** Opening Given information block **
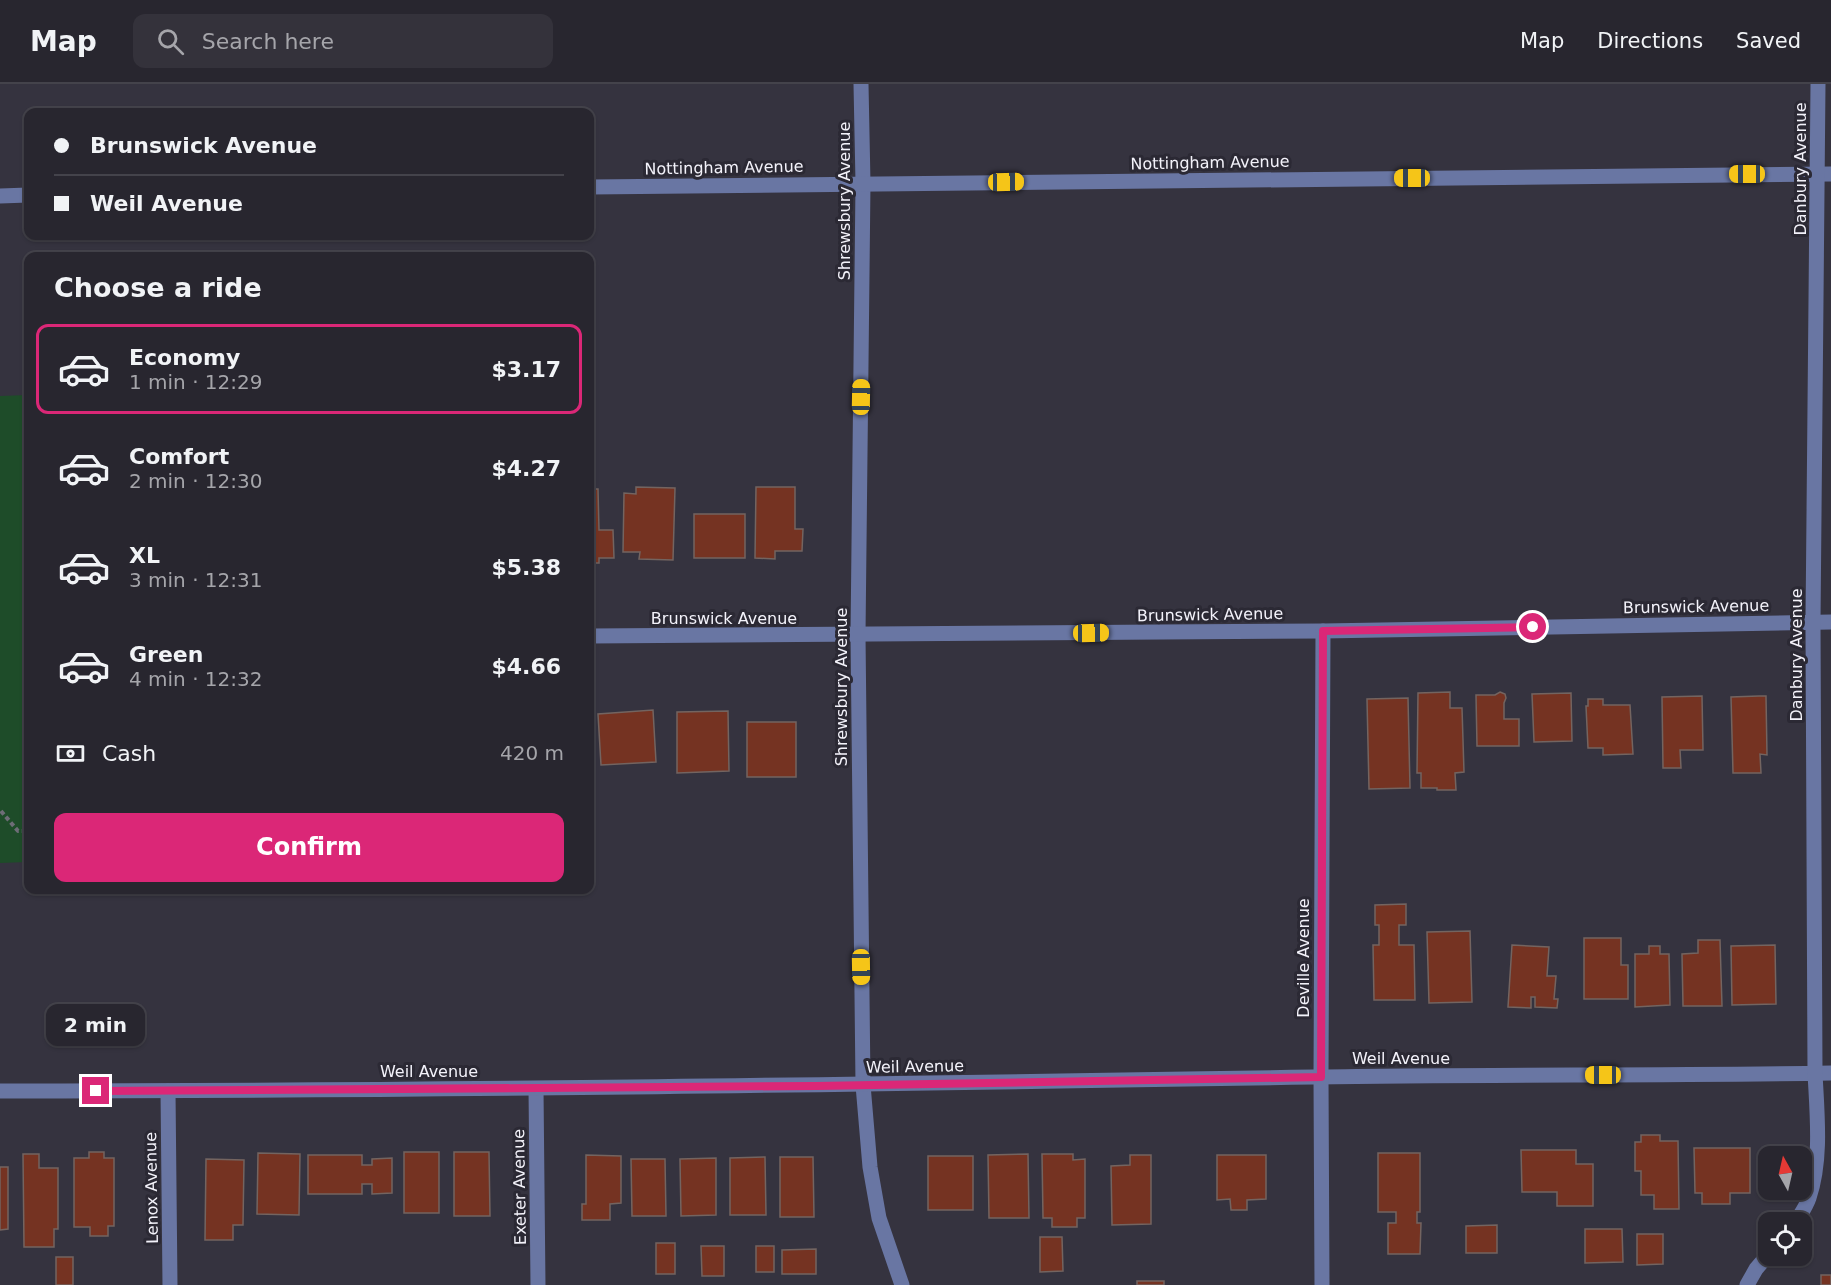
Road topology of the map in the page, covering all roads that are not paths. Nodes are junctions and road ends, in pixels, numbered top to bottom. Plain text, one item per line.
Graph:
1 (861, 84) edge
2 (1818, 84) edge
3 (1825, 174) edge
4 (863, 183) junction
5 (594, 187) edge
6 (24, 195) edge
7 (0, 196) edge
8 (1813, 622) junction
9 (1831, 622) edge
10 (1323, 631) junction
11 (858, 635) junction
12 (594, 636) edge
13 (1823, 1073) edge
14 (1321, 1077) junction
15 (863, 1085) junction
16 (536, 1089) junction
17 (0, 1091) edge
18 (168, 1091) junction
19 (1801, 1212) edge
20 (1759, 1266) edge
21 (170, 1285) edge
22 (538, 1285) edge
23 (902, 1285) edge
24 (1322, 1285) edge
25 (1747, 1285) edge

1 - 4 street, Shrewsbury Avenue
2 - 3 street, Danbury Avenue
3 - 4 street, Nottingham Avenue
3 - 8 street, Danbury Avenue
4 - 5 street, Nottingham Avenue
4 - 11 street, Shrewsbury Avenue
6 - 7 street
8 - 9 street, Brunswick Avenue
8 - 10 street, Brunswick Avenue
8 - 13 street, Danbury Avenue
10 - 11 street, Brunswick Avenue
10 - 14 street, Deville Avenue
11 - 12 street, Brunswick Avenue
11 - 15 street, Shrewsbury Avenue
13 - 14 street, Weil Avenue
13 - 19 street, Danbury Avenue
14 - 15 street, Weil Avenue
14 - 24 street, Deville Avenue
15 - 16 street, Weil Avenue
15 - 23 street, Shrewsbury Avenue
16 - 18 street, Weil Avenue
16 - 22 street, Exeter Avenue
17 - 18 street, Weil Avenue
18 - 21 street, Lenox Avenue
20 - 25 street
** Closing Given information block **
- What to produce -
Read through the entries and copy each line in which "Shrewsbury" appears.

- Solution to this task -
1 - 4 street, Shrewsbury Avenue
4 - 11 street, Shrewsbury Avenue
11 - 15 street, Shrewsbury Avenue
15 - 23 street, Shrewsbury Avenue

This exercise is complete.